Opinion: Mental health crisis support cuts endanger lives in Estonia

Opinion: Mental health crisis support cuts endanger lives in Estonia

Opinion article addressing the risks of cuts to crisis support funding, particularly Lifeline, in Estonia. Author Marcus Ehasoo emphasizes that receiving help during late-night crisis calls can save lives. Budget-saving measures affecting social and healthcare services may prove more costly to the state in the long term.

Opinion

Imagine this: it's night, the phone rings and on the other end is someone who doesn't know if they want to see tomorrow morning. In such a moment, a Lifeline volunteer is the only one present, not to solve the person's financial problems or change their living conditions, but to listen and help them survive those dark minutes.

Yet in Estonia, it is precisely such services that face cuts driven primarily by short-term cost savings. Marcus Ehasoo raises the question: what do we actually lose when we cut funding in places where help is most needed by society's most vulnerable people?

Short-sighted savings

Reducing funding for crisis support and mental health services may appear to be a numerically sensible decision, but in reality it can result in far greater costs, both human and financial. Each person helped through a crisis represents potentially saved years of life, avoided hospitalisation and restored work capacity.
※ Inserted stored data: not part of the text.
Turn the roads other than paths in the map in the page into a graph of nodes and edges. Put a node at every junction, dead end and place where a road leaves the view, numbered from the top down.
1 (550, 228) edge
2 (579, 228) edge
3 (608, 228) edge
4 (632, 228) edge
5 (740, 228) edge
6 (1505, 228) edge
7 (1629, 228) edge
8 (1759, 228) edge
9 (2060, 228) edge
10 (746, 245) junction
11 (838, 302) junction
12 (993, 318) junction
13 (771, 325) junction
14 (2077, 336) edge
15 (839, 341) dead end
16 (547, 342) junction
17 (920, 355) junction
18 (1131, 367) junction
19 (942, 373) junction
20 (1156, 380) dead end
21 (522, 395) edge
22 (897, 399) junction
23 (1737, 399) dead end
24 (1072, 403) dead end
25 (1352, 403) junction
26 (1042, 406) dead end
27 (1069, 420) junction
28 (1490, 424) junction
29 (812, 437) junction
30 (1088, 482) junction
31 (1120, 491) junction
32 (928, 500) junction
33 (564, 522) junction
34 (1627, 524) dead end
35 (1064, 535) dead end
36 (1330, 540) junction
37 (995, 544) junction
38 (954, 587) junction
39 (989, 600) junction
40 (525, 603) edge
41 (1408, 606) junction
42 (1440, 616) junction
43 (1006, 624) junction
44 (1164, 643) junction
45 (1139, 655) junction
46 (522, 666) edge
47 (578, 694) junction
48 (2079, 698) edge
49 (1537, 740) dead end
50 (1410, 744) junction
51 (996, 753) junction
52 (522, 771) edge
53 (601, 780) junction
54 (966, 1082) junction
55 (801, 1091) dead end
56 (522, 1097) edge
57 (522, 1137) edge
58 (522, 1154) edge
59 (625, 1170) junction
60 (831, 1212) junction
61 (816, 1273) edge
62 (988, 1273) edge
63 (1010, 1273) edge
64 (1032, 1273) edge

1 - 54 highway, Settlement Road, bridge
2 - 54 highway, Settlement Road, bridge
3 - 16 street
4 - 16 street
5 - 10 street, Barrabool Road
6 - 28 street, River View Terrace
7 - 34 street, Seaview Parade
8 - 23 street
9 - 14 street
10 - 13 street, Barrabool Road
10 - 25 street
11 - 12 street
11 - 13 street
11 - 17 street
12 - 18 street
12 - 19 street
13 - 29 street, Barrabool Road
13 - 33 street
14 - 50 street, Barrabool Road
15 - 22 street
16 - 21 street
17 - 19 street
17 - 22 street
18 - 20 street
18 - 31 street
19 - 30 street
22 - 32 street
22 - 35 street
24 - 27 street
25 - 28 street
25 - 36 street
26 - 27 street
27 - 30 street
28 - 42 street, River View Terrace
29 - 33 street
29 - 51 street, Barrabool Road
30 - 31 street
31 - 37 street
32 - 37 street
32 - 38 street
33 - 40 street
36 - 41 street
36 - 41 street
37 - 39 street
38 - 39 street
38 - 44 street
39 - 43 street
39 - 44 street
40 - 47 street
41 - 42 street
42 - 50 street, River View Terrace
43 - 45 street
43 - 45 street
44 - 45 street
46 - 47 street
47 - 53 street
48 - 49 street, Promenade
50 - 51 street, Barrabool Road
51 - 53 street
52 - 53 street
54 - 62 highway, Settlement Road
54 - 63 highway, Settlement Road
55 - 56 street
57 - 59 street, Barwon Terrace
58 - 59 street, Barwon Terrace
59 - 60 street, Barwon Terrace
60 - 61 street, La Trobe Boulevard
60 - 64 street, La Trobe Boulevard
In Estonia, where mental health problems are an increasingly serious social concern, cuts to support services are particularly dangerous. The number of those needing help does not decrease in line with budget cuts, it grows. And when the support network disappears, the consequences fall on people's shoulders and ultimately on the state budget as well.

What the state actually protects

When we talk about a state-defence mindset, we must ask: what do we actually protect? Borders and infrastructure, yes, but also people and their wellbeing. A state where crisis support is accessible only to those who can manage on their own is a state where the most vulnerable are left behind.

Ehasoo's message is clear: cuts that affect most directly the saving of human lives are not simply a budgetary technicality. They are a question of values. What matters to us as a society, only what is cheap and measurable, or also what is humane and essential?